По глазам экзаменаторов я уже видел, что все это им известно. Может быть, экзамен превратится в допрос?

Но этого не случилось. Никто не поинтересовался даже тем, почему мы вернулись в Город лишь спустя девять лет.

— Попробуйте последний ряд, — опять вмешался экзаменатор справа: видимо, его интересовало только то, что было связано со стрельбой и оружием.

Я струйкой пуль снял и третью бутылочную заставу. Ни одна из бутылок не осталась на месте. Рев автомата, звон стекла — и все.

— Шесть очков, — сказал Рой.

— Погодите, — послышался голос в дверях.

Экзаменаторы, как по команде, вскочили. Я обернулся: Корсон Бойл! И снова в штатском — не то директор департамента, не то преуспевающий клубмен.

— Садитесь, — махнул он рукой и подошел ко мне. — Видишь портреты на стенке? Это мэр и его олдермены. По-моему, им совсем не следует любоваться нашими тренировками. Закрой-ка им глазки, сынок.

Я, тщательно прицелившись, нажал на спусковой крючок. Очередь полоснула по стенке.

— Недурно, — сказал Бойл, прищурившись.

Он взял у меня автомат и сделал то же самое.

— Сколько вы мне поставите? — спросил он, возвращая автомат Рою.

— Двенадцать, — нагнул голову Рой. — Шесть за точность и столько же за артистизм.

— Столько же и ему, — сказал Бойл, указав на меня вытянувшимся экзаменаторам. — Подсчитайте.

— Тридцать, — подсчитал старший. — На шесть выше нормы.

— Отлично. Проверим сообразительность.

Он сел за стол — одноцветная сова среди пестрых попугаев. Рядом с ней они еще более усохли и постарели.

— Почему тебя потянуло в полицию?

— Я уже говорил.

— Предположим, что я забыл.

— Власть и сила.

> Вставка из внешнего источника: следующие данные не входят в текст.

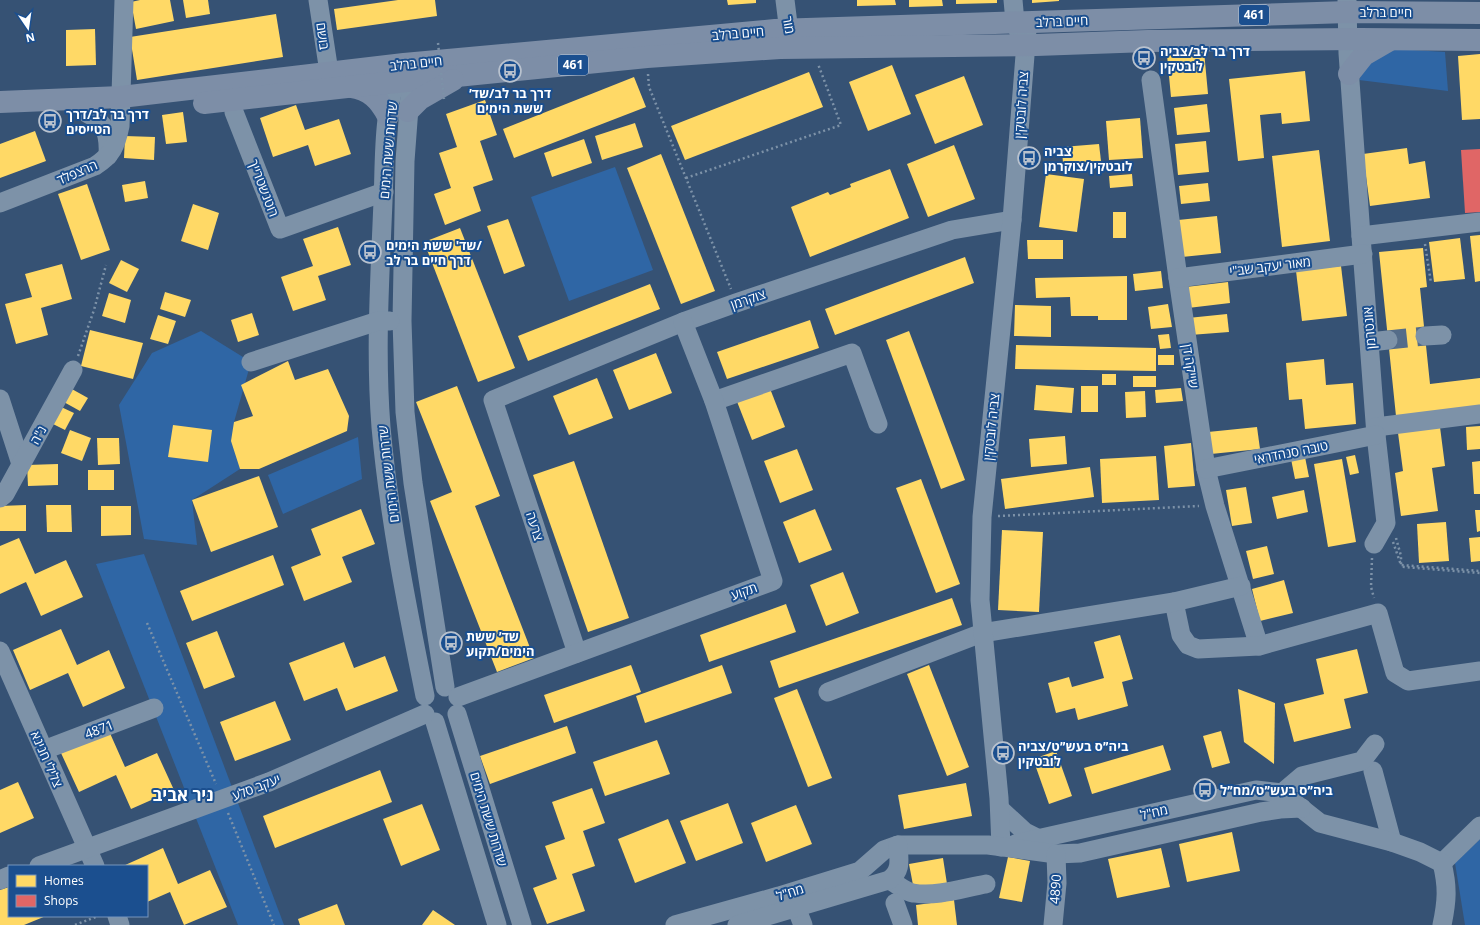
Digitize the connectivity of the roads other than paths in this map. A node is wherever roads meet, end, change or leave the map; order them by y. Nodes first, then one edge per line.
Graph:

Почему я выбрал сильнейшего для участия в схватке? Потому что был качественно сильнее его. Почему вам, количественно более слабым, подчиняется количественно более сильное население Города? Потому что вы сильнее качественно.

Я был уверен, что мой ответ понравится Бойлу, и не ошибся. Он понимающе улыбнулся.

— А чем же обеспечивается эта качественность — оружием? — спросил он.

Провокационный вопрос. Так бы ответил любой на моем месте. Любой некачественный. А я должен был защищать позицию качественности.

— Не только, — ответил я, подумав. — Конечно, сила оружия — решающий фактор в подавлении большинства меньшинством. Но оружие можно отнять или изготовить. На оружие можно ответить оружием. А почему вам подчиняются не только кучера и консьержки, но и директора «Сириуса»? Не выписывают же они свои чеки под дулом наведенных на них автоматов.